Through careful and effective lobbying, the Paiute leaders succeeded in getting Congress to pass a restoration act in 1980 in spite of this opposition. As an added bonus, the act included an appropriation of $2.5 million for economic development and a provision allowing them to select up to 15,000 acres of “available” public and private land to create a base for new economic opportunities.

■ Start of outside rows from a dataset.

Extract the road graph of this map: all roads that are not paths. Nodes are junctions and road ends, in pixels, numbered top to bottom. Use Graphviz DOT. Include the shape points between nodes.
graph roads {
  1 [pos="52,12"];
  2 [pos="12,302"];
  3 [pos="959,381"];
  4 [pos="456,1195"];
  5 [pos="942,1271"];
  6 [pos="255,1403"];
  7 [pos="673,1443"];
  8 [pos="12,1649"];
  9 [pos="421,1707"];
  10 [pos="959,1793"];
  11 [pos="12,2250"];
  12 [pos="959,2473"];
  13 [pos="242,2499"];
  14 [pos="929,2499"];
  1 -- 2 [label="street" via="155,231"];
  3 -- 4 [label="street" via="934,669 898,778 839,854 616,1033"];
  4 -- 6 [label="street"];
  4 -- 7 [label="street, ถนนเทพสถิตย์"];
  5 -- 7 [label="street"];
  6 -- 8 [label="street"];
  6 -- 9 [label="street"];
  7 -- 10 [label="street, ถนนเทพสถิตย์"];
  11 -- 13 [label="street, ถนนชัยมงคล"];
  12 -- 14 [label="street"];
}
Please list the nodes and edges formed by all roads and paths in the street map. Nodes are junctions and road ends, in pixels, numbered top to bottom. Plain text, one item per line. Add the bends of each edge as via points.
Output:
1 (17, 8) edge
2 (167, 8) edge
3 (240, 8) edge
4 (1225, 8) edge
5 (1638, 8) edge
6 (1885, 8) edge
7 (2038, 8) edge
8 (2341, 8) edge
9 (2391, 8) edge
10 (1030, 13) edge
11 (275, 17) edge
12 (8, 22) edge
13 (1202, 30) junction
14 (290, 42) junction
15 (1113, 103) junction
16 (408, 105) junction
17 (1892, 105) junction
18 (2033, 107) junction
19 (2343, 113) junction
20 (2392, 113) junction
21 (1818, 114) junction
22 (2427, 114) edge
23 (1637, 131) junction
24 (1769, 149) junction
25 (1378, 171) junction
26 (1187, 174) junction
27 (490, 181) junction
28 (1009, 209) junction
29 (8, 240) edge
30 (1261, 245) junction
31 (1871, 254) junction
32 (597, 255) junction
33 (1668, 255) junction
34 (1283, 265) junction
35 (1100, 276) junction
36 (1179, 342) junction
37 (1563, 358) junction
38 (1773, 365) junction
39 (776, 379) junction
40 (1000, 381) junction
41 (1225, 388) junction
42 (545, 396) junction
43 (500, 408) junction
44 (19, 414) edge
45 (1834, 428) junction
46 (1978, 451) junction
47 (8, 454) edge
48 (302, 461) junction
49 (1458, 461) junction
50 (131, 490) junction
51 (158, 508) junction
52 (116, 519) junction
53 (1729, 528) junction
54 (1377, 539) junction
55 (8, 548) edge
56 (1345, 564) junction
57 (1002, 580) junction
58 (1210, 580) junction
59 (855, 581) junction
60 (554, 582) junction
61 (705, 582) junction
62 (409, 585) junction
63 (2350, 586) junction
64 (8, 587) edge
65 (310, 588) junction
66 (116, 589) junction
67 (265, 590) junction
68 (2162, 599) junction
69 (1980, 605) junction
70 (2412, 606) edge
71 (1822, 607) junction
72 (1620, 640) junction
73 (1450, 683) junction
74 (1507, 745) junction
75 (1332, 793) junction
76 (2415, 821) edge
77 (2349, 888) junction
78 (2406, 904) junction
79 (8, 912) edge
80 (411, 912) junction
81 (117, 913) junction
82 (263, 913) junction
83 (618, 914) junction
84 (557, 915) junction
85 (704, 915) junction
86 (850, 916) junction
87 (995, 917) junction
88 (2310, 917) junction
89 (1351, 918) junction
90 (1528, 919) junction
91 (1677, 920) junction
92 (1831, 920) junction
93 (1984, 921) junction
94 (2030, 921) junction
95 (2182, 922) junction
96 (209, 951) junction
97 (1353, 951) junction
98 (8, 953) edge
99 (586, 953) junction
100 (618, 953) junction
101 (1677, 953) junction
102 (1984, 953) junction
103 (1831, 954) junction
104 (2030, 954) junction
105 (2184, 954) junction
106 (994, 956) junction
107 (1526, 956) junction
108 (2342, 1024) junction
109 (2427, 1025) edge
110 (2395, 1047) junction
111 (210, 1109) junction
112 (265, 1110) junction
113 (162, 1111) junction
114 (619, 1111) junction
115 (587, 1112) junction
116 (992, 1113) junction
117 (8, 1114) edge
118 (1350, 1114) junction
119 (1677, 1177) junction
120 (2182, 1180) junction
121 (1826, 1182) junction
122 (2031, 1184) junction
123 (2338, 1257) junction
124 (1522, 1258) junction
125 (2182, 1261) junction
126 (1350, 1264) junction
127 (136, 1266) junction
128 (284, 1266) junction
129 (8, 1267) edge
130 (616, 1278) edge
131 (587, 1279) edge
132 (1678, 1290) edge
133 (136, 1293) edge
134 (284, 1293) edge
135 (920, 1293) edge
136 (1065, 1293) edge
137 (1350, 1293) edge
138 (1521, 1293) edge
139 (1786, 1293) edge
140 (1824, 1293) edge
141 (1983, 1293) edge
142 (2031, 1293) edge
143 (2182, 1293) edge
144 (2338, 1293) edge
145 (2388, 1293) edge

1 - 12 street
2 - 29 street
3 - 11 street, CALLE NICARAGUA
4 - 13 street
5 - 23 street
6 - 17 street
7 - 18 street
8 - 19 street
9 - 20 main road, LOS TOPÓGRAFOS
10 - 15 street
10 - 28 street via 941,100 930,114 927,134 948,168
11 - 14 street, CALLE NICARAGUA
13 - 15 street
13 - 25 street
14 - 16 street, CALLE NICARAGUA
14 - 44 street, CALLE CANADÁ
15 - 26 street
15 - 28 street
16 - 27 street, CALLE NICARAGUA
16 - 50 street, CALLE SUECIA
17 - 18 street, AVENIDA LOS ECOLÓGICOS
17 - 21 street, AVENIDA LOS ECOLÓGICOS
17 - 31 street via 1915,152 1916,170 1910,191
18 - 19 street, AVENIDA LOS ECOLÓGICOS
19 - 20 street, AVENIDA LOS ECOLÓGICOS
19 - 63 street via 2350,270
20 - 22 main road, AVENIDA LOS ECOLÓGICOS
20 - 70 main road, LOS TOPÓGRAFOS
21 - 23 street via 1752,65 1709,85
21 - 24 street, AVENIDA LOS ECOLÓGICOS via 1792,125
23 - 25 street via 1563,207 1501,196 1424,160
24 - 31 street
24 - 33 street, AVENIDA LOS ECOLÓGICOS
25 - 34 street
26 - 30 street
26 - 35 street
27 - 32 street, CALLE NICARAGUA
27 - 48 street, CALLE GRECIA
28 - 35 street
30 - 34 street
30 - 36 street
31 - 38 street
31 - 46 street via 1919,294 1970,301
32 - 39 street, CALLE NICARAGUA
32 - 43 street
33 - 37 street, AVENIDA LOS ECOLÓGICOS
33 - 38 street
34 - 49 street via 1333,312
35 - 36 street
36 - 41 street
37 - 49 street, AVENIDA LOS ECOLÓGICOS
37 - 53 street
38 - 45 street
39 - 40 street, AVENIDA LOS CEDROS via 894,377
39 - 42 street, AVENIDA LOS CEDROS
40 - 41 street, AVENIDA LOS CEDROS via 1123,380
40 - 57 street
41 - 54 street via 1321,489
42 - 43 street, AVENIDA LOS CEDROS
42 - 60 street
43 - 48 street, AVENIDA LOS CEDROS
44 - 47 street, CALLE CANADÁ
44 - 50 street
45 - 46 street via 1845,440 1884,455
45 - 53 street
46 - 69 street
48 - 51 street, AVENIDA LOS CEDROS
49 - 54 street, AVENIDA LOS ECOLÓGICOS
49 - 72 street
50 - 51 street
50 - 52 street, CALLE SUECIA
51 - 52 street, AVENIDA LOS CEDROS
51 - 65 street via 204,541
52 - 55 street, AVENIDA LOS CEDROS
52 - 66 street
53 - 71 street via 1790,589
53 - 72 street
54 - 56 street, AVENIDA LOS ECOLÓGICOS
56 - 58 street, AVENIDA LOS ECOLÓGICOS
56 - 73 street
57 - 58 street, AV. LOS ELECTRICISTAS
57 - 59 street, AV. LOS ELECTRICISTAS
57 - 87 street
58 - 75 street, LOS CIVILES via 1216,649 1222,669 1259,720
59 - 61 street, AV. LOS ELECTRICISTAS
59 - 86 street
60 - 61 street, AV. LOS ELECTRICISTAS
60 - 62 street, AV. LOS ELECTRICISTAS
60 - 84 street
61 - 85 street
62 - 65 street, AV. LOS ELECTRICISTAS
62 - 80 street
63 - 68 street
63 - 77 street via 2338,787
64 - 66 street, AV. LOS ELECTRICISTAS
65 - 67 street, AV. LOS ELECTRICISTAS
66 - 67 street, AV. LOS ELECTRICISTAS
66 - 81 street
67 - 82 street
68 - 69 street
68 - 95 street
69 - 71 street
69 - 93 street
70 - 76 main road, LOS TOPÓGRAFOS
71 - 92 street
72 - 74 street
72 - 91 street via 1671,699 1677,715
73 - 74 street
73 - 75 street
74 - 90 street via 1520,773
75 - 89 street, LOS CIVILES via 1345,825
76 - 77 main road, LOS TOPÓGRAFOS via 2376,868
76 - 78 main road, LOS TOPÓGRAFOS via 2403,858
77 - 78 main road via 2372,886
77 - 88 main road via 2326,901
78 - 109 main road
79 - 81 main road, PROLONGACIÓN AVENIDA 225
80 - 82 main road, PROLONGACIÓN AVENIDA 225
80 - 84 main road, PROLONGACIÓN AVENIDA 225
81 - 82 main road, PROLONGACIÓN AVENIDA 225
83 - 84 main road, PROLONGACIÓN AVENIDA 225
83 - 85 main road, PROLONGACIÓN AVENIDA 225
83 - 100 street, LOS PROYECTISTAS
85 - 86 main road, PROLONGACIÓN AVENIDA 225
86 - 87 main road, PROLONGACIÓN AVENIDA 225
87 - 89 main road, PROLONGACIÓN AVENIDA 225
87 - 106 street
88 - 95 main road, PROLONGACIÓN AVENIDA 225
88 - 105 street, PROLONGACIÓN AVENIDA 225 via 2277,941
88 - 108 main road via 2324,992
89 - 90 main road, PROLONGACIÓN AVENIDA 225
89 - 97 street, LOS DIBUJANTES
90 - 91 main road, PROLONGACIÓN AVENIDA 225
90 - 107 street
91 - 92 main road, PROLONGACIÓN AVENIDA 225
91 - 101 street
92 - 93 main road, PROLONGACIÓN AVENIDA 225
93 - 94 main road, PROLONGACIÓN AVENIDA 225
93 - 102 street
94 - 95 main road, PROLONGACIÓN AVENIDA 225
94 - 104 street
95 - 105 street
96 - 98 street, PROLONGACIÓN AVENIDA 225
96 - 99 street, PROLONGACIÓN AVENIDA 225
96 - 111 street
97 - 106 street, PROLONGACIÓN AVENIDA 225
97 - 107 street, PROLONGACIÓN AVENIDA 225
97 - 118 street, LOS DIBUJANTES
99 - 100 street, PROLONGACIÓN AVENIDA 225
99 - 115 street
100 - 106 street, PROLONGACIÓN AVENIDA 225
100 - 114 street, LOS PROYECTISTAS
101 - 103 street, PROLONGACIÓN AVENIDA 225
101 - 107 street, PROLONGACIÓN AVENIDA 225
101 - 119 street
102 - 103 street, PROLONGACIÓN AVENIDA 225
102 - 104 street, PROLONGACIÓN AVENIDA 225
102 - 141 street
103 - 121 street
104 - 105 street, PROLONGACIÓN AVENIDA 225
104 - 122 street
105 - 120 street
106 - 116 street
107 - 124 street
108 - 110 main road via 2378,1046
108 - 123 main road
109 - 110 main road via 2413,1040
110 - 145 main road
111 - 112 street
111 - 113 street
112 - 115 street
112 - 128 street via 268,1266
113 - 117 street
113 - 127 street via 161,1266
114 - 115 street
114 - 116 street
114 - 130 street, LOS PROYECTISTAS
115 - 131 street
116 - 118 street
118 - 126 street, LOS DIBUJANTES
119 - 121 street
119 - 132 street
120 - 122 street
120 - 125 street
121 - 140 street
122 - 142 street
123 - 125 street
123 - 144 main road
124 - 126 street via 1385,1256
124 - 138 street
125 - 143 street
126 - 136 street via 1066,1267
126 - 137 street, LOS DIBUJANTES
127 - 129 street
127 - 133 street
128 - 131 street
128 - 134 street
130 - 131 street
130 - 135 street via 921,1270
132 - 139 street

Paiute leaders such as tribal chairman Travis Benoih proved excellent administrators after the passage of the Paiute Restoration Act, but the Paiutes ran into unforeseen roadblocks in selecting the best lands for beneficial economic activities, largely because of political opposition to their choice of some potentially valuable public land. The restoration act had not appropriated money to buy lands; suitable public land could not be found to exchange for private land; rulings by the Reagan administration excluded national forest land; and powerful southern Utah political leaders opposed transferring valuable coal lands to the Paiutes as well as public lands suitable for a ski resort near Brian Head. Since Benoih and his advisors recognized that Congress would have to approve any selections and Utah’s political leaders greeted their most controversial proposals with little enthusiasm, they settled realistically for only 4,720 acres, most of it in small tracts suitable for tourist convenience stores and a sewing operation. The act passed Congress in 1984.